### PROVIDED DATA
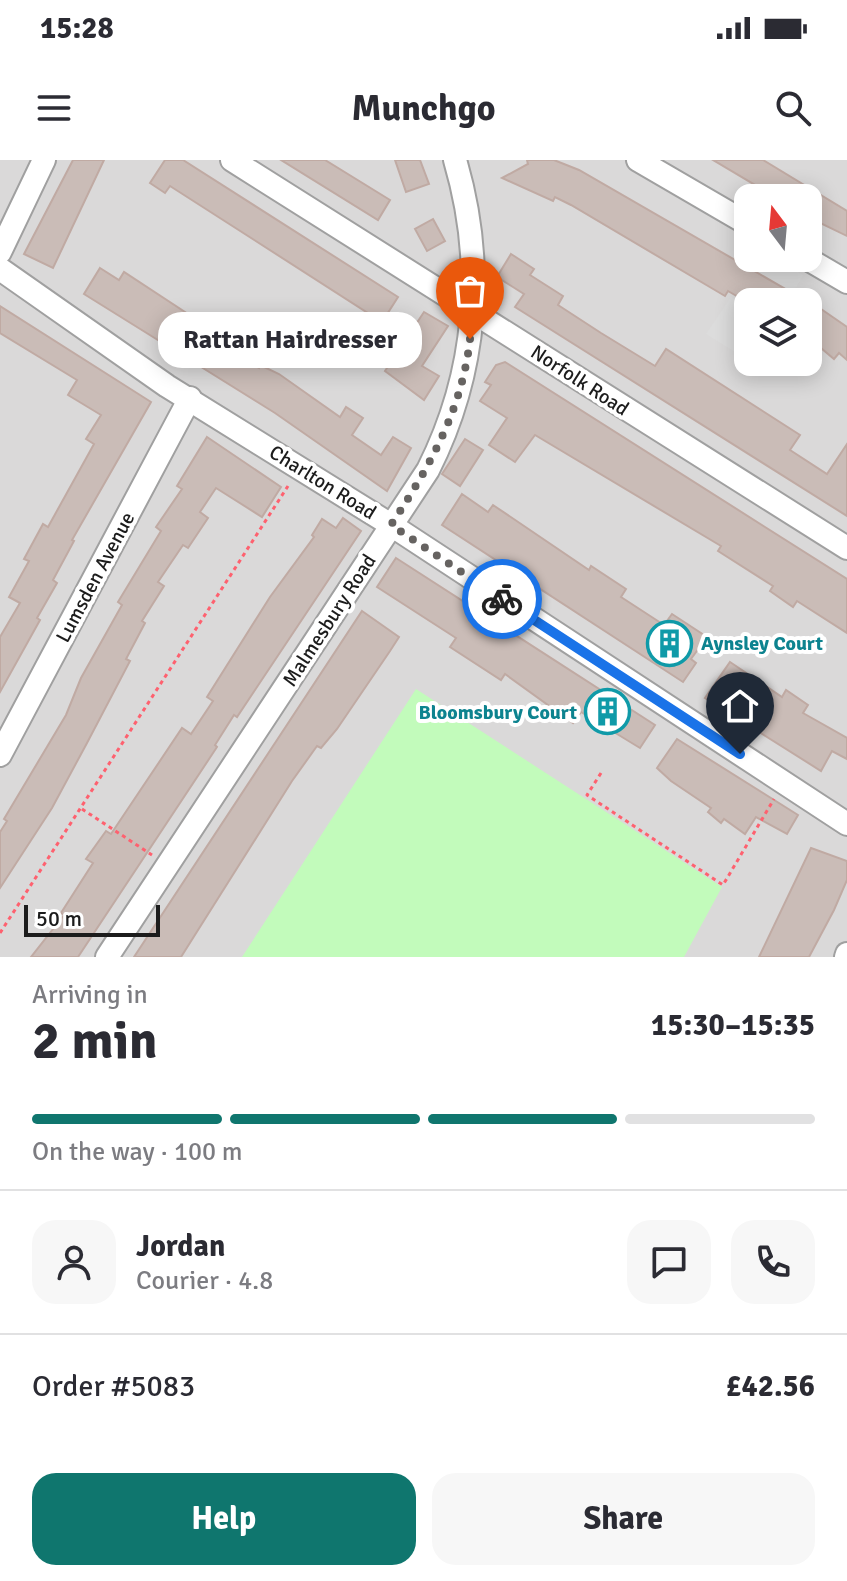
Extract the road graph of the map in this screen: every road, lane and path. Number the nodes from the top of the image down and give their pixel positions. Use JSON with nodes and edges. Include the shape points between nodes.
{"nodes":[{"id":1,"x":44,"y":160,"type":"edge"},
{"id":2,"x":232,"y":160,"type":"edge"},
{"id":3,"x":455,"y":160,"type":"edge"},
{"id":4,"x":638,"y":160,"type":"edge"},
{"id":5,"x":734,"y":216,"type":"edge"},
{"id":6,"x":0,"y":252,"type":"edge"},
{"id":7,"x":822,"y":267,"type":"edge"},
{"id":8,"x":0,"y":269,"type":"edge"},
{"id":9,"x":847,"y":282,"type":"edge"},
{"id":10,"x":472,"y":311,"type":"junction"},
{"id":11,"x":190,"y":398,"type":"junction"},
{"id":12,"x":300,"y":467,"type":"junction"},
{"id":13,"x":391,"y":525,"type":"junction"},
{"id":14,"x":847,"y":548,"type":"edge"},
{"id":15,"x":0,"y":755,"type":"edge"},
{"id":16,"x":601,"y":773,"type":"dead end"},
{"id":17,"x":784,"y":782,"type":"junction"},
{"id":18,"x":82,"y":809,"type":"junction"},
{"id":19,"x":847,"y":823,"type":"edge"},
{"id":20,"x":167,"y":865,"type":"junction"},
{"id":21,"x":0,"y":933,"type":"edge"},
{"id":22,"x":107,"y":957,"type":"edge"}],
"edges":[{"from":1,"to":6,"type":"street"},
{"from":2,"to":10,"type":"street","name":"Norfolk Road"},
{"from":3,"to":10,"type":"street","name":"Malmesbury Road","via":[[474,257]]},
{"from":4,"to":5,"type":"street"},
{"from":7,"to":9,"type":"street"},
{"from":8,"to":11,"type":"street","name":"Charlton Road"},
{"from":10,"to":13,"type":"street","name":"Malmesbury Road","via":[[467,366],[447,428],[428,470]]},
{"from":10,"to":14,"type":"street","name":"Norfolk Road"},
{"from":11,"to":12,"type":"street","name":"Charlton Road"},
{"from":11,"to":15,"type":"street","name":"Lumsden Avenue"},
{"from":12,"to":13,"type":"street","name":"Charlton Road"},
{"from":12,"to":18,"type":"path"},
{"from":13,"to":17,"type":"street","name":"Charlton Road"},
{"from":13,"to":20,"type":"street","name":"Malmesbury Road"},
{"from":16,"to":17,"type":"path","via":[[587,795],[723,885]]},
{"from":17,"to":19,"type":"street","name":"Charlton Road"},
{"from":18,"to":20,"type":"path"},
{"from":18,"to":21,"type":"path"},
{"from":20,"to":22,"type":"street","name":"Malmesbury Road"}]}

---

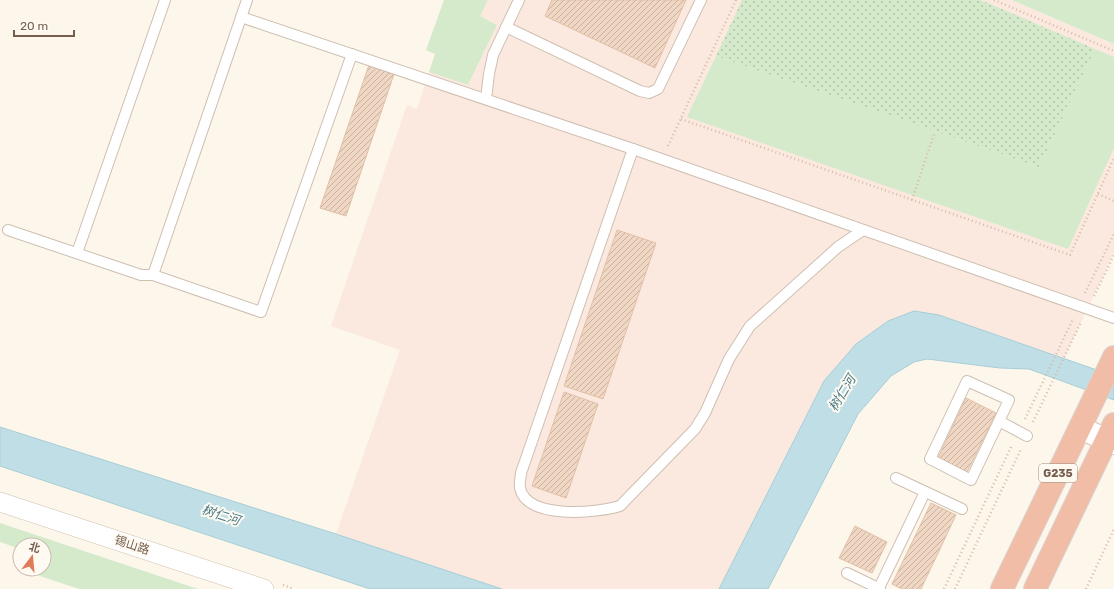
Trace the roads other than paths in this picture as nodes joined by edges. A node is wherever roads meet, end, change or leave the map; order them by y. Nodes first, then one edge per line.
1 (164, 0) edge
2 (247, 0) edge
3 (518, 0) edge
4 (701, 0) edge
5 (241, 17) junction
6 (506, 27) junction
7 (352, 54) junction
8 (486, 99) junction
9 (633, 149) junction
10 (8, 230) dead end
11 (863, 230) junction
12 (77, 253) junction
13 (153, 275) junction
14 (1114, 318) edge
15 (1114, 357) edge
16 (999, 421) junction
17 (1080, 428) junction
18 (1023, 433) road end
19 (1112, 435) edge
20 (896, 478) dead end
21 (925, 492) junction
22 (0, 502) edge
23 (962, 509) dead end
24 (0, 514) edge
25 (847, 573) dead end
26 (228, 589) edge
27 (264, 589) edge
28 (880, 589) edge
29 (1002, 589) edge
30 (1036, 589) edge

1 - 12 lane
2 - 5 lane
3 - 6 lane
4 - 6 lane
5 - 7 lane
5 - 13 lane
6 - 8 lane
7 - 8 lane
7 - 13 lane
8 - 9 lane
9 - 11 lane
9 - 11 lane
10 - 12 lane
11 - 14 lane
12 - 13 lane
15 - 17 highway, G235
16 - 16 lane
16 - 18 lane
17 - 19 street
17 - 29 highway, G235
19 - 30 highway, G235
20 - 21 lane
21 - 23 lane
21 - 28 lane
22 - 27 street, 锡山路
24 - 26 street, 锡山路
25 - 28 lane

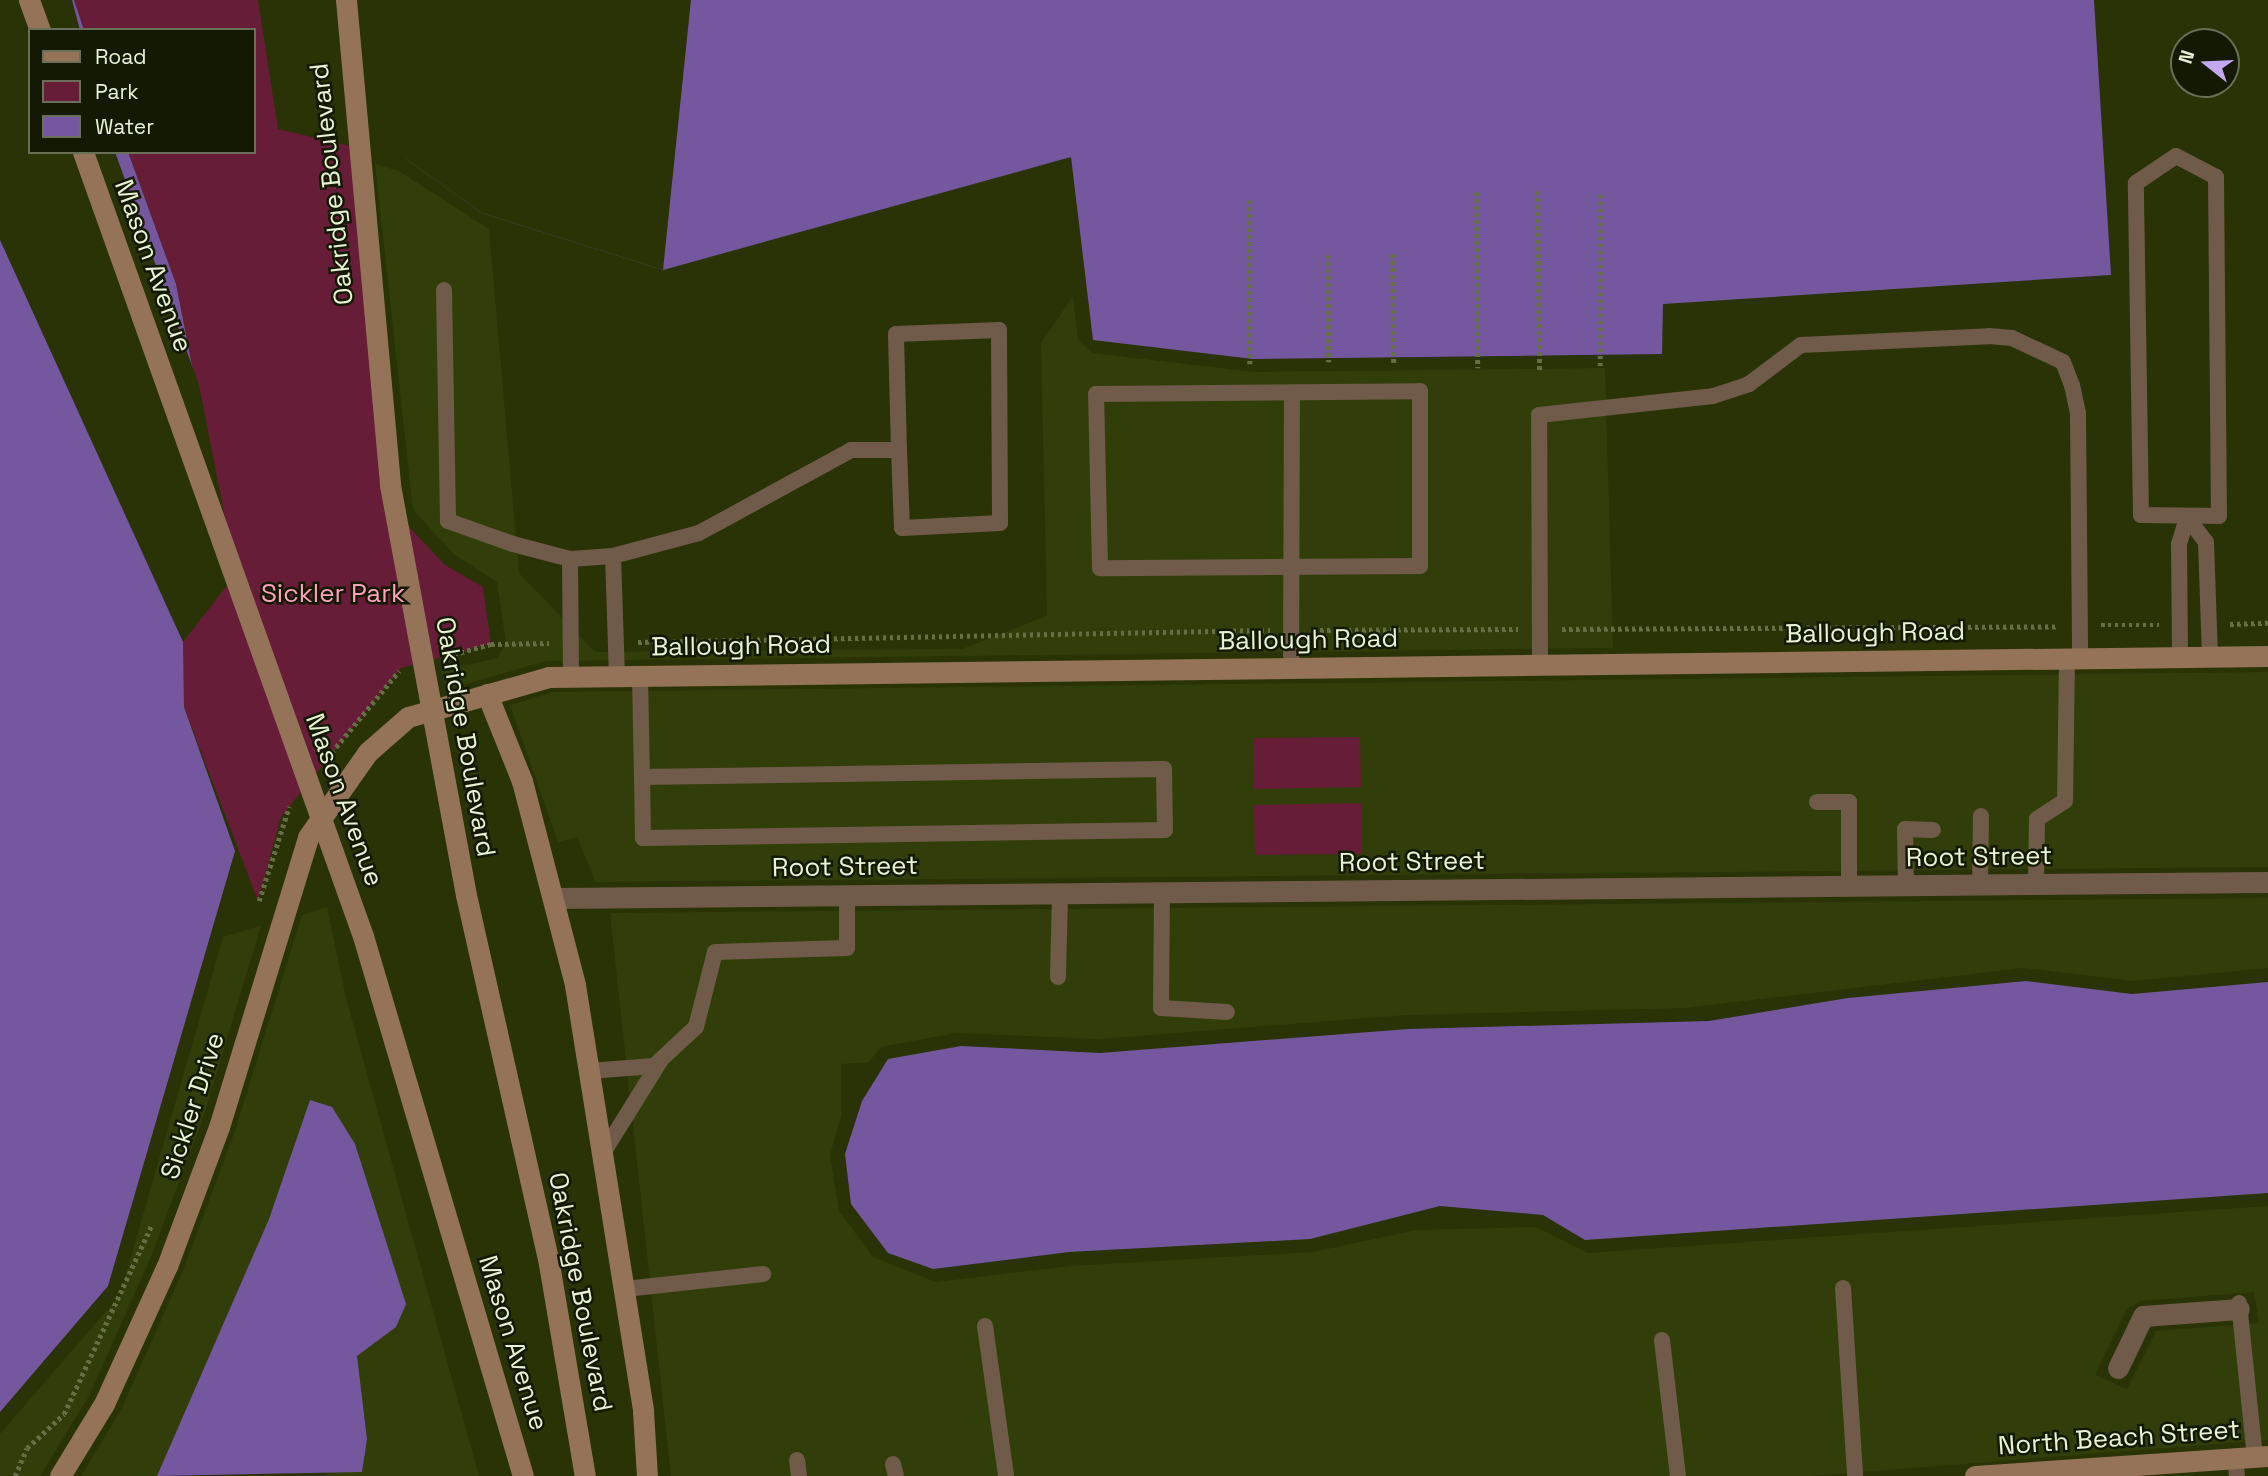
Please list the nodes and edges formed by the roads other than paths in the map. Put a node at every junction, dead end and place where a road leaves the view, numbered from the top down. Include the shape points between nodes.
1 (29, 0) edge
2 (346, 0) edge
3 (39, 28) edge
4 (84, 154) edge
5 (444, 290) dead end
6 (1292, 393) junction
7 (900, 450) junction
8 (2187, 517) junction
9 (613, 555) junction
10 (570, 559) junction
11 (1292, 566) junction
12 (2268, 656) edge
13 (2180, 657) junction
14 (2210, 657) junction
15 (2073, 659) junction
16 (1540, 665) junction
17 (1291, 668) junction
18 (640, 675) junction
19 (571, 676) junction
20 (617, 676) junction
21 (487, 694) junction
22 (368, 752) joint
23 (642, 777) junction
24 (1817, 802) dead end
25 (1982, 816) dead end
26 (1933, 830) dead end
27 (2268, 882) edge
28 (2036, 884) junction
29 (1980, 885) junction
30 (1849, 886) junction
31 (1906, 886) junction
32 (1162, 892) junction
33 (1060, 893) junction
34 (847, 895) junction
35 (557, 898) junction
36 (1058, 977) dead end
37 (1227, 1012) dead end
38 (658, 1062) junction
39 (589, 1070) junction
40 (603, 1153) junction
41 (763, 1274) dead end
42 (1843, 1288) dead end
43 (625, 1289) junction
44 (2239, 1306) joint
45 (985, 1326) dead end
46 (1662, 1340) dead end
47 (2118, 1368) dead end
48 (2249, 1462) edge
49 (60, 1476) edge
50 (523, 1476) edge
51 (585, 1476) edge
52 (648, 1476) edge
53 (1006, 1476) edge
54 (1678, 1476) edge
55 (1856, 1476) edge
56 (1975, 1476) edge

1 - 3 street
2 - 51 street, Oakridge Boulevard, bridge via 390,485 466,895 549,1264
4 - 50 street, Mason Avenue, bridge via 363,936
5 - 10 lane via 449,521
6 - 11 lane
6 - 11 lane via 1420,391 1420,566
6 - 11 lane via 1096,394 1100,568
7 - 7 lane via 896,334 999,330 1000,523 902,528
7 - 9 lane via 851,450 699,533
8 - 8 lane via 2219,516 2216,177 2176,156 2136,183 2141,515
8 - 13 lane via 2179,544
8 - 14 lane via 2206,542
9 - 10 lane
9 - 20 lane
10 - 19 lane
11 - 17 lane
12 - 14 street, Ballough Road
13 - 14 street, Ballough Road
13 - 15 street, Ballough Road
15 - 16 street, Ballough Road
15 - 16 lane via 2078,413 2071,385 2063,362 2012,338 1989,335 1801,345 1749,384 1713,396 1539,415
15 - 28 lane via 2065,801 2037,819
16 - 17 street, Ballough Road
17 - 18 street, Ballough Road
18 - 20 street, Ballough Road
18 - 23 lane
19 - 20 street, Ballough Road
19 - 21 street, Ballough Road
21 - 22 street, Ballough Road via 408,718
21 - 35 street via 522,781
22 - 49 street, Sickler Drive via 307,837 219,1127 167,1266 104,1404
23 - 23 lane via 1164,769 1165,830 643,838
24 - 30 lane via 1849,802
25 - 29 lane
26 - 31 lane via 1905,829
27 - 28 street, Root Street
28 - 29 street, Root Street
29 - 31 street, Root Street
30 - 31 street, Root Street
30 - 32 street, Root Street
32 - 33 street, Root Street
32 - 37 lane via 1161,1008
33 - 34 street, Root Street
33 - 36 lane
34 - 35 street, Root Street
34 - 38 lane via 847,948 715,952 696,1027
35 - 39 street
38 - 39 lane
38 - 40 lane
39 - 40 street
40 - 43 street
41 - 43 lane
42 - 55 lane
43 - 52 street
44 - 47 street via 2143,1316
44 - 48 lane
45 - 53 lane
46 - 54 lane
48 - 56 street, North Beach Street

### WHAT THIS TASK INVOLVES
Your task is to show every line of the listing above containing "than".

### RESULT
Trace the roads other than paths in this picture as nodes joined by edges. A node is wherever roads meet, end, change or leave the map; order them by y. Nodes first, then one edge per line.
Please list the nodes and edges formed by the roads other than paths in the map. Put a node at every junction, dead end and place where a road leaves the view, numbered from the top down. Include the shape points between nodes.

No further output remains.